Although our current SLO images at relatively slow speeds, significant

improvements in speed can be achieved by line scanning instead of a spot scanning approach, with a reduced signal-to-noise ratio. Current commercial SLO technology has an imaging speed of about 30 Hz, which facilitates the averaging of multiple consecutive images to accomplish noise reduction.

The effective path length (<L>) that photons travel through a tissue volume before being collected may depend on the illumination and collection geometry, and can also be a function of the optical properties of the tissue and can thus be wavelength dependent. In some embodiments, it is assumed that the effective path length for the two wavelengths used to calculate the factor p (Eq. 12) is almost the same. This assumption may e.g. be valid for a sufficiently small change in wavelengths, especially in the blue-green wavelength range (450-600 nm) where absorption remains of the same order of magnitude; scattering varies slowly with wavelength (roughly as 1/lambda) for these wavelengths as well.

For the phantoms that we fabricated, scattering was a slowly varying function of wavelength, similar to tissue, and the absorption coefficients of the dyes in the channels were of the same order of magnitude as the absorption coefficients of oxy- and deoxyhaemoglobin. For our phantoms, we have shown to accurately recover the“saturation’ in the channels, suggesting that there were no significant changes in the path length due to scattering and absorption in a tissue -mimicking phantom with relevant scattering and absorbing properties. Additionally, pigments which are present in the retina and absorption background due to choroid blood can affect the recorded intensity. However, by virtue of the Eqs. 3, 6 and 12, these additional background effects are cancelled out while making a ratiometric measurement of the ODs. It will be noted that insufficient removal of the system reflections from the recorded intensities may result in a wrong estimation of the ODs and hence the saturation. Therefore, it is recommended in some embodiments that all the internal system reflections are subtracted e.g. by taking a reference measurement without any sample.

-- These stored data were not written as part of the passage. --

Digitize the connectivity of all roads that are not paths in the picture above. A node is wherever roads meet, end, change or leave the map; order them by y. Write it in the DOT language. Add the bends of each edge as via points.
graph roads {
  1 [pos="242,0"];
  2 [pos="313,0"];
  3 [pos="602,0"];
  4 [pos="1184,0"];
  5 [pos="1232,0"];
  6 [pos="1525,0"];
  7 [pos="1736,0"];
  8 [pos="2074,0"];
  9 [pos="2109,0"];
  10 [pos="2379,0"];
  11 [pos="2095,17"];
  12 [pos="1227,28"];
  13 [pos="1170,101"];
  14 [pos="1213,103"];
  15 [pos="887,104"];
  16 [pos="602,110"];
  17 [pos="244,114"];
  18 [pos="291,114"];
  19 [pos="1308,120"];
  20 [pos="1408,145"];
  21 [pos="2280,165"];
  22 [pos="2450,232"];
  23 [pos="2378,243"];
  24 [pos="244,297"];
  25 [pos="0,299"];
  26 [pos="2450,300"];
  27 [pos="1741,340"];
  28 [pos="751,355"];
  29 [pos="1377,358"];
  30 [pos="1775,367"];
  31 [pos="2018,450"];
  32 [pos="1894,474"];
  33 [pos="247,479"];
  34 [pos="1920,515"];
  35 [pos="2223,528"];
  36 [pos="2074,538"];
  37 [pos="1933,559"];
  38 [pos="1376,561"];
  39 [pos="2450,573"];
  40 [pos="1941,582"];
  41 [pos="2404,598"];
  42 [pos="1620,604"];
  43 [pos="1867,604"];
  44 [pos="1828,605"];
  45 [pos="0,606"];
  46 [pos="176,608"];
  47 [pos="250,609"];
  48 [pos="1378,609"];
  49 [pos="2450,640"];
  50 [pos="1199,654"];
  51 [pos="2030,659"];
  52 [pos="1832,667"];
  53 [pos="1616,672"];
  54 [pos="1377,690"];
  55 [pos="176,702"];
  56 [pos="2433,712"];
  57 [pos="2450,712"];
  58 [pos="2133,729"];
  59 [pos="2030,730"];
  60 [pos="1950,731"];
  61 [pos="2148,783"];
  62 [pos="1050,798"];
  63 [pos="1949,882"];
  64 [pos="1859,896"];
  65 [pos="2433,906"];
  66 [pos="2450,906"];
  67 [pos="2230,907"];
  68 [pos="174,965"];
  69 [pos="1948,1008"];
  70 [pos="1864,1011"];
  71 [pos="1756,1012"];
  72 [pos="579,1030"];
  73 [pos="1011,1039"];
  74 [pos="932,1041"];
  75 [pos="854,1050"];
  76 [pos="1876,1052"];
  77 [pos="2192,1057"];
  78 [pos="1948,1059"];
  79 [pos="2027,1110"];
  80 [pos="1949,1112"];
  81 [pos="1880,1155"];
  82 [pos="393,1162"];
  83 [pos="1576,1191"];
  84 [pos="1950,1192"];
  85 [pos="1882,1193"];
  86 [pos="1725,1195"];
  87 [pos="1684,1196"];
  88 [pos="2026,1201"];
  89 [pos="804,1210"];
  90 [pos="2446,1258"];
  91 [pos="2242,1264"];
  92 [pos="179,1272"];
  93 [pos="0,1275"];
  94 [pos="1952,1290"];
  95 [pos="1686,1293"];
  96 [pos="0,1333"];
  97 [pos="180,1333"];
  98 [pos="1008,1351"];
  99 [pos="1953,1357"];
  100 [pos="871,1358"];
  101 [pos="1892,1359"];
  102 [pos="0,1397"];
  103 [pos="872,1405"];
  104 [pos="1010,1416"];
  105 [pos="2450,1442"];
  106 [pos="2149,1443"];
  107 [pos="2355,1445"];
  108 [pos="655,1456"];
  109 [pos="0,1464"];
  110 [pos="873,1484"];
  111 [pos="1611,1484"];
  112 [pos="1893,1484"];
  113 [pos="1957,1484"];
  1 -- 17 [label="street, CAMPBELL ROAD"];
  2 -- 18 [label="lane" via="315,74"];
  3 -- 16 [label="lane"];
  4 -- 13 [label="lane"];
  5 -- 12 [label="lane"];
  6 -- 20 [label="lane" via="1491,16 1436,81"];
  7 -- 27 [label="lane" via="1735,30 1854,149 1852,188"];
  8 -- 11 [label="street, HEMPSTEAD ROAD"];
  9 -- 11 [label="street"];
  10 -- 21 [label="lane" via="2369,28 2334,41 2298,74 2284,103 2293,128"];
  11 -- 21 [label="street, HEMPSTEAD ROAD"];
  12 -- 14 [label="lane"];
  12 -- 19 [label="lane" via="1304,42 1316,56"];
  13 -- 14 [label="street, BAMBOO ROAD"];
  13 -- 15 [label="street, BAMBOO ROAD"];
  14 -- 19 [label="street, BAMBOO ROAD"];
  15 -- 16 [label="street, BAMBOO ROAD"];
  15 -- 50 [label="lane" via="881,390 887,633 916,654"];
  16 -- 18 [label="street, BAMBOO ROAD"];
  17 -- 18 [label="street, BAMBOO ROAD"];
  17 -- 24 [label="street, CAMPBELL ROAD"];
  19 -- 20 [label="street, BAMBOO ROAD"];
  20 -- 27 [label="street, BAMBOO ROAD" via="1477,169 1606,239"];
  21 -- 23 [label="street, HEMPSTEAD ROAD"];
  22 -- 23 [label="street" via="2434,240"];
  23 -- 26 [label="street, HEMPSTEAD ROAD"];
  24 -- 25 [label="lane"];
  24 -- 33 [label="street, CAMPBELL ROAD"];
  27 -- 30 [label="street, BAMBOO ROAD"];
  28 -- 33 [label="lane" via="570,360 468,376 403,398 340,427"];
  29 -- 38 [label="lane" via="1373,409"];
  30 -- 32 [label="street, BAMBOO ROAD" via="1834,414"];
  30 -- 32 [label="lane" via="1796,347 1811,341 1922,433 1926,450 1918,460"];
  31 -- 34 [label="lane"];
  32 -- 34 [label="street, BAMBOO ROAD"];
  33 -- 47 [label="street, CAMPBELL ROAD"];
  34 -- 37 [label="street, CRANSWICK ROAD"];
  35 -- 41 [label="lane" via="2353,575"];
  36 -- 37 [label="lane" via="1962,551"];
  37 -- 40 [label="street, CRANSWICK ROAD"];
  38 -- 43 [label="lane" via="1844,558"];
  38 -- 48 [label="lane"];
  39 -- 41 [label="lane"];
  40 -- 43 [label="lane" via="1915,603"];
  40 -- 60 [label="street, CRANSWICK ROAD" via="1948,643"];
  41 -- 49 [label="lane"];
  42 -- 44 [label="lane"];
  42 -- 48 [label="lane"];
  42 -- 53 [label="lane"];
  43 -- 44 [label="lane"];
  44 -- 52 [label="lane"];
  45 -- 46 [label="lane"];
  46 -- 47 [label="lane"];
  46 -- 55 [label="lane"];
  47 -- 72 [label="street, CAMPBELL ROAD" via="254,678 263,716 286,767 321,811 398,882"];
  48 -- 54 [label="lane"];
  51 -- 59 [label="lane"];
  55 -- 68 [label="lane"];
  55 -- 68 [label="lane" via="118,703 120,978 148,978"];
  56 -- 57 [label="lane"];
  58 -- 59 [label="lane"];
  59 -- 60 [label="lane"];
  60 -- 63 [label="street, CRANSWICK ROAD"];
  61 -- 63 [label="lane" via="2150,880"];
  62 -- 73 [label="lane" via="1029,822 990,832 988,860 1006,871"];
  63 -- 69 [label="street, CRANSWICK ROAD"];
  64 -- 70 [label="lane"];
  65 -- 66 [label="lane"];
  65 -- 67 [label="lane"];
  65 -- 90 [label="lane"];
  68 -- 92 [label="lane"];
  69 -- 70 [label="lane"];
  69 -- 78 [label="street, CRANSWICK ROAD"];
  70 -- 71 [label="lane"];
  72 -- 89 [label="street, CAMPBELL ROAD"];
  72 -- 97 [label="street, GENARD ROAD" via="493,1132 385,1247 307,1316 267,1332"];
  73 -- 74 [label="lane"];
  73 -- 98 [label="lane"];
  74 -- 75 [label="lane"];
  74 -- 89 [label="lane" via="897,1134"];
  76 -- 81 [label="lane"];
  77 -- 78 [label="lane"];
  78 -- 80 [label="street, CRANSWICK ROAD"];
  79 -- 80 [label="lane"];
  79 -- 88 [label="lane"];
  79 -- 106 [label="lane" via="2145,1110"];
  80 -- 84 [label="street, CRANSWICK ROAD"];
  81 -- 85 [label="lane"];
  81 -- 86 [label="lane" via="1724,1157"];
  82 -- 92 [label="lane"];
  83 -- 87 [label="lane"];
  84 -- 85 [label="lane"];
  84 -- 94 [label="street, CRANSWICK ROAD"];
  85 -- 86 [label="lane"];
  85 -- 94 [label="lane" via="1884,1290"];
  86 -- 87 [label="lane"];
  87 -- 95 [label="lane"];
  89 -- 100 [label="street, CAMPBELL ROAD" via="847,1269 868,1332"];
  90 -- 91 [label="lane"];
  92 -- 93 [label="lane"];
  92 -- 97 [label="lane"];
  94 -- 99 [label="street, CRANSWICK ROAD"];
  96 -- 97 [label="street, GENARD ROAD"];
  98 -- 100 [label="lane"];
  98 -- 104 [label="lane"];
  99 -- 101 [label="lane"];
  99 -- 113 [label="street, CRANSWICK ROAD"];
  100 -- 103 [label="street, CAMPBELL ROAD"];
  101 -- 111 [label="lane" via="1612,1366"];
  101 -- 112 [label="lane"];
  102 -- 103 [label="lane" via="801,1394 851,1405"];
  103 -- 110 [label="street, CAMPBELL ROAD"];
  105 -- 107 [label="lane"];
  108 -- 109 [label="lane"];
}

The present study represents a new development in choosing an optimal wavelengths for retinal oximetry taking into account the haemoglobin packaging effect. This is different than simply choosing one isosbestic wavelength and another non-isosbestic wavelength where is maximum, e.g. 570nm

(isosbestic) and 600 nm. While this wavelength combination might give sufficiently accurate saturation estimation in arteries, our analysis shows that they may not be reliable for low saturation values of S < 60%, which might occur due to various pathological conditions. In some embodiments, the present modified oximetry equations may provide e.g. the 460, 548 (isosbestic) and 594 nm triad as one possible combinations for oximetry. Although this choice spans a relatively broad wavelength range (-130 nm), the absorption coefficients and scattering coefficients in this wavelength range are similar to those we have used in our phantoms, suggesting that the effective path lengths differences within this wavelength range are of minor importance. The accuracy of saturation estimation can be potentially further improved by including more wavelengths. In interpreting the appended claims, it should be understood that the word "comprising" does not exclude the presence of other elements or acts than those listed in a given claim; the word "a" or "an" preceding an element does not exclude the presence of a plurality of such elements; any reference signs in the claims do not limit their scope; any of the disclosed devices or portions thereof may be combined together or separated into further portions unless specifically stated otherwise. Where one claim refers to another claim, this may indicate synergetic advantage achieved by the combination of their respective features. But the mere fact that certain measures are recited in mutually different claims does not indicate that a combination of these measures cannot also be used to advantage. The present embodiments may thus include all working combinations of the claims wherein each claim can in principle refer to any preceding claim unless clearly excluded by context.